Stipulations to prior convictions became a powerful tool for defense attorneys in Wisconsin following State v. McAllister, 153 Wis. 2d 523, 451 N.W.2d 764 (Ct. App. 1989).  A precursor to the United States Supreme Court’s ruling in Old Chief v. United States, the McAllister court held that the State could not submit evidence of the details of the defendant’s prior felony conviction if the defendant offered to stipulate to that element before trial.  The court concluded that the details of the conviction were no longer relevant once the defendant stipulated to it.  The State could satisfy the element by submitting a certified record of the defendant’s conviction to the jury. 

The court in State v.
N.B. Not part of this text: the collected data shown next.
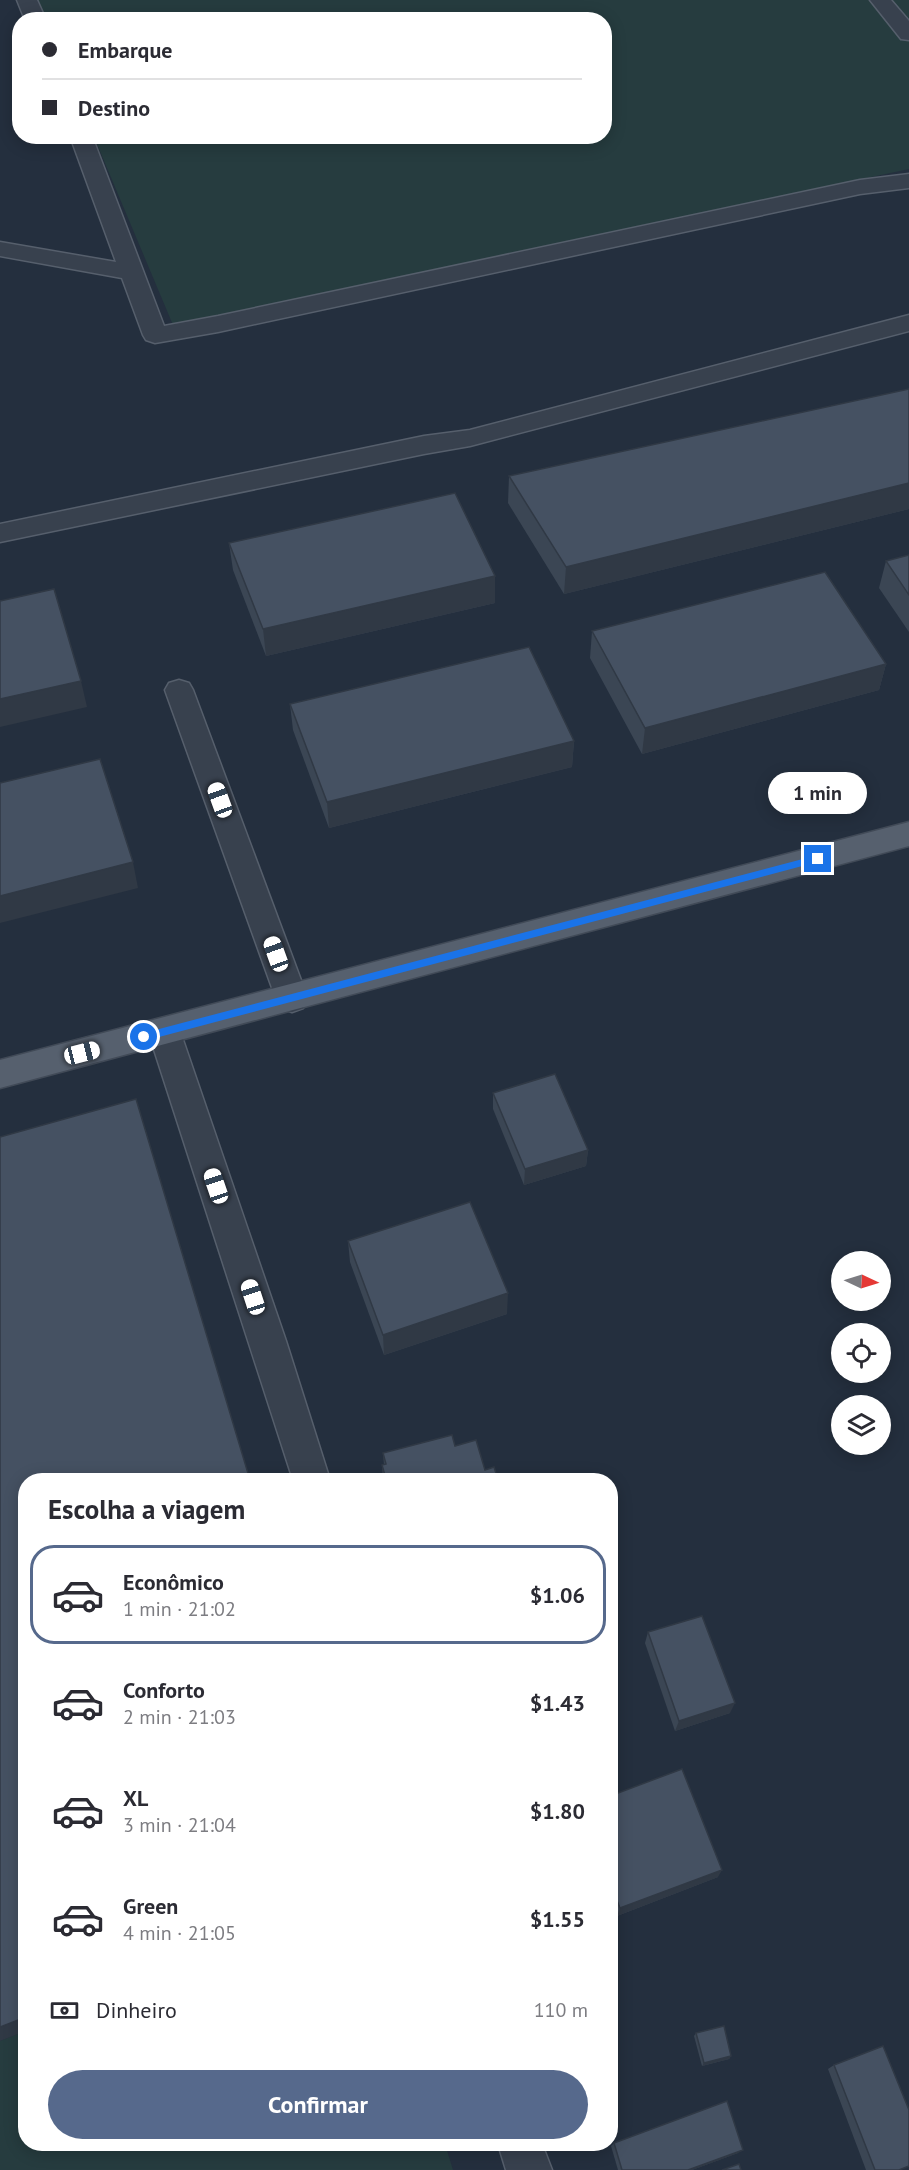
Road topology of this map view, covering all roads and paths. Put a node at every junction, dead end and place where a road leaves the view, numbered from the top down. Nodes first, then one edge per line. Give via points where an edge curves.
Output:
1 (880, 0) edge
2 (909, 34) edge
3 (84, 144) edge
4 (909, 181) edge
5 (0, 249) edge
6 (131, 272) junction
7 (909, 323) edge
8 (0, 533) edge
9 (179, 690) dead end
10 (909, 834) edge
11 (292, 999) junction
12 (164, 1031) junction
13 (0, 1074) edge
14 (310, 1473) edge
15 (522, 2151) edge
16 (529, 2170) edge

1 - 2 street
3 - 6 street
4 - 6 street via 860,187 155,335
5 - 6 street
7 - 8 street via 470,438
9 - 11 street
10 - 11 main road
11 - 12 main road
12 - 13 main road
12 - 14 street
15 - 16 street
Alexander addressed the derivative question left by McAllister: may the defendant completely prevent the jury from considering the prior conviction element by stipulating to the prior conviction before trial? 
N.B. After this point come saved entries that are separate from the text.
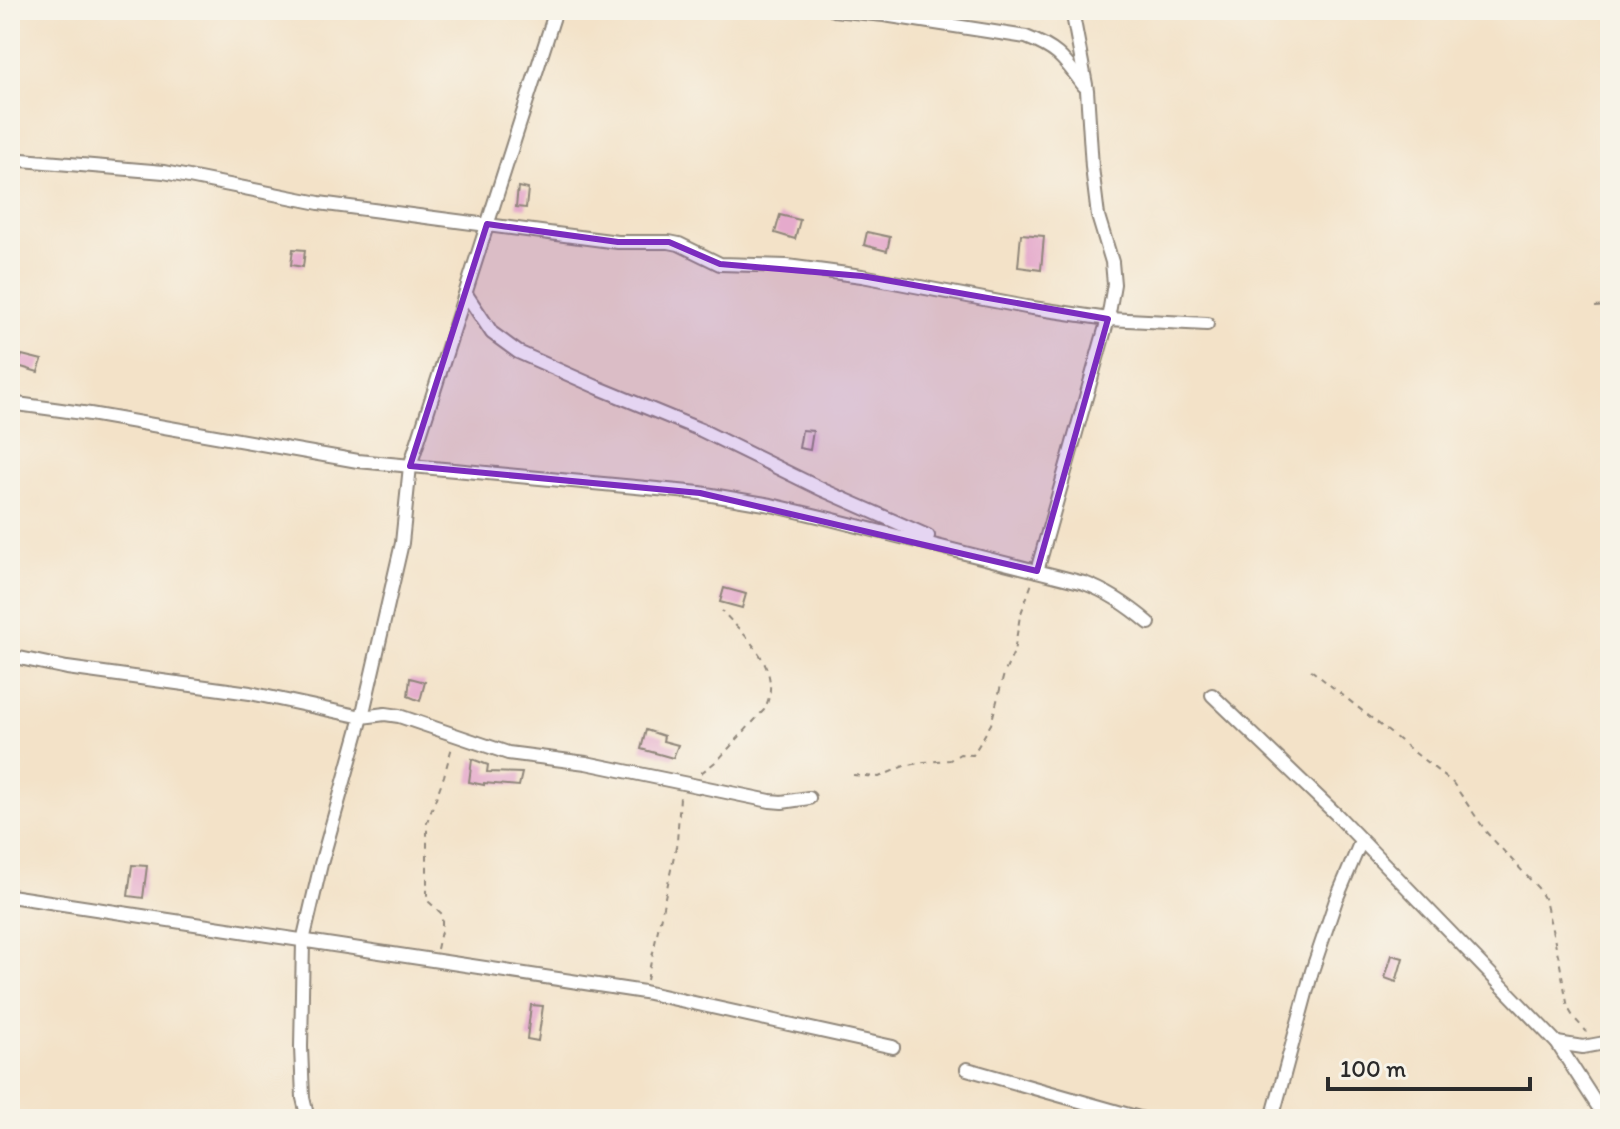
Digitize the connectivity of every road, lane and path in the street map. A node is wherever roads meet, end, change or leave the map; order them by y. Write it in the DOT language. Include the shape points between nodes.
graph roads {
  1 [pos="556,10"];
  2 [pos="833,10"];
  3 [pos="1072,10"];
  4 [pos="1087,90"];
  5 [pos="10,159"];
  6 [pos="487,224"];
  7 [pos="466,294"];
  8 [pos="1610,306"];
  9 [pos="1595,307"];
  10 [pos="1108,319"];
  11 [pos="1207,324"];
  12 [pos="10,403"];
  13 [pos="410,466"];
  14 [pos="1022,568"];
  15 [pos="1037,571"];
  16 [pos="722,611"];
  17 [pos="1149,623"];
  18 [pos="10,656"];
  19 [pos="1311,670"];
  20 [pos="1212,695"];
  21 [pos="362,717"];
  22 [pos="455,735"];
  23 [pos="853,775"];
  24 [pos="684,783"];
  25 [pos="809,798"];
  26 [pos="1361,841"];
  27 [pos="10,896"];
  28 [pos="303,941"];
  29 [pos="431,960"];
  30 [pos="644,992"];
  31 [pos="1557,1043"];
  32 [pos="1604,1044"];
  33 [pos="893,1047"];
  34 [pos="967,1069"];
  35 [pos="308,1119"];
  36 [pos="1143,1119"];
  37 [pos="1272,1119"];
  38 [pos="1606,1119"];
  1 -- 6 [label="street"];
  2 -- 4 [label="street" via="1026,37 1058,52"];
  3 -- 4 [label="street"];
  4 -- 10 [label="street" via="1098,216 1112,262"];
  5 -- 6 [label="street" via="164,172 319,203"];
  6 -- 7 [label="street"];
  6 -- 10 [label="street" via="618,242 669,242 720,264 862,276"];
  7 -- 13 [label="street"];
  7 -- 14 [label="street" via="492,333 518,352 701,430 919,533"];
  8 -- 9 [label="path"];
  10 -- 11 [label="street"];
  10 -- 15 [label="street"];
  12 -- 13 [label="street"];
  13 -- 14 [label="street" via="700,493 796,511"];
  13 -- 21 [label="street" via="402,543"];
  14 -- 15 [label="street"];
  15 -- 17 [label="street" via="1098,588"];
  15 -- 23 [label="path" via="991,724 973,755 904,766 879,777"];
  16 -- 24 [label="path" via="759,651 770,677 769,700 718,760"];
  18 -- 21 [label="street" via="250,693"];
  19 -- 32 [label="path" via="1453,783 1487,833 1538,888 1568,1008"];
  20 -- 26 [label="street"];
  21 -- 22 [label="street" via="399,716"];
  21 -- 28 [label="street"];
  22 -- 24 [label="street" via="508,753"];
  22 -- 29 [label="path" via="427,822 427,898 442,914"];
  24 -- 25 [label="street" via="770,801"];
  24 -- 30 [label="path" via="677,842"];
  26 -- 31 [label="street"];
  26 -- 37 [label="street" via="1312,971"];
  27 -- 28 [label="street"];
  28 -- 29 [label="street"];
  28 -- 35 [label="street" via="301,1047"];
  29 -- 30 [label="street"];
  30 -- 33 [label="street"];
  31 -- 32 [label="street"];
  31 -- 38 [label="street"];
  34 -- 36 [label="street"];
}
The Alexander court answered in the affirmative.  The case concerned a defendant charged with operating a motor vehicle while intoxicated, third or subsequent offense.  The State had to prove that the defendant had two or more convictions, suspensions, or revocations under Wisconsin’s vehicle laws.  The Wisconsin Supreme Court found that, when the defendant stipulated to the prior offenses, the prejudicial effect of informing the jury of the prior offenses outweighed any probative value.  Therefore, the jury should only have determined whether the defendant operated the motor vehicle while intoxicated.
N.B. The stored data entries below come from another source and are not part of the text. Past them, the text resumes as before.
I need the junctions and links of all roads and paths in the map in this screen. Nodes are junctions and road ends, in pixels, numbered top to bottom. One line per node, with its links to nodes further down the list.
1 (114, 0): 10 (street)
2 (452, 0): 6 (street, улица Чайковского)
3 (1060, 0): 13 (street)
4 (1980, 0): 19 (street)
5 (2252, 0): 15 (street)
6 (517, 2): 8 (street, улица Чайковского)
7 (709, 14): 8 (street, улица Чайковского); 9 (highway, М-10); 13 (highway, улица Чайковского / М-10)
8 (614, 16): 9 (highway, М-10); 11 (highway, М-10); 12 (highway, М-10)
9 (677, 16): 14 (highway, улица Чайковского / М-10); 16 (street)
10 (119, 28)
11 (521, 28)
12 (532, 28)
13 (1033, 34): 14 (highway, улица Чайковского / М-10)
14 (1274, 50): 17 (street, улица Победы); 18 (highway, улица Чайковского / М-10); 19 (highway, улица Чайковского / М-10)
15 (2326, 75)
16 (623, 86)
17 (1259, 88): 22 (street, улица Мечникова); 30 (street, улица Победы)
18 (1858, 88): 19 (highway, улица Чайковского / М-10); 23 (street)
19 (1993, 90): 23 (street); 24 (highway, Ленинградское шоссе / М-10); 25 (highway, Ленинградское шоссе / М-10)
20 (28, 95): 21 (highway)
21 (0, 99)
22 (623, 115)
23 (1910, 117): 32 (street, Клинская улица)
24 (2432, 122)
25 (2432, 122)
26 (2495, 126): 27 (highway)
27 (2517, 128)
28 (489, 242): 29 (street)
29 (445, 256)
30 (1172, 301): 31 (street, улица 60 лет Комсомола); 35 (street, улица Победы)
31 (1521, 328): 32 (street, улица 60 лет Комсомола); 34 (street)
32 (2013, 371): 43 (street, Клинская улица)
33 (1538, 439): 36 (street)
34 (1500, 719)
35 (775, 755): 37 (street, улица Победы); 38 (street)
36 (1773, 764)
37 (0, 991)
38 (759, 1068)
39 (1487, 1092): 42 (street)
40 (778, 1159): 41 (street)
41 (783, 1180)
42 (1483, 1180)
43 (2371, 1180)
The defendant in Warbelton argued that Alexander precluded the State or the court from informing the jury about his prior violent felony conviction.  The Wisconsin Supreme Court disagreed, expressly limiting Alexander to OWI cases.  The court found that, in terms of the convictions, suspensions, or revocations element in the OWI offense, (1) jurors were likely to infer that the prior convictions were also for an OWI offense; (2) jurors were likely to infer from the prior convictions that the OWI offense was part of a pattern of behavior; and (3) jurors were likely to infer from the prior convictions that the defendant likely committed an OWI offense on many other occasions without being caught.  The court concluded that these prejudicial features did not exist in the context of a stalking offense and therefore refused to extend Alexander.  As an aside, the court’s reasoning appears to leave the door open for courts to apply the Alexander rule to other offenses so long as the above factors are present.  The court, however, was not clear on this point.  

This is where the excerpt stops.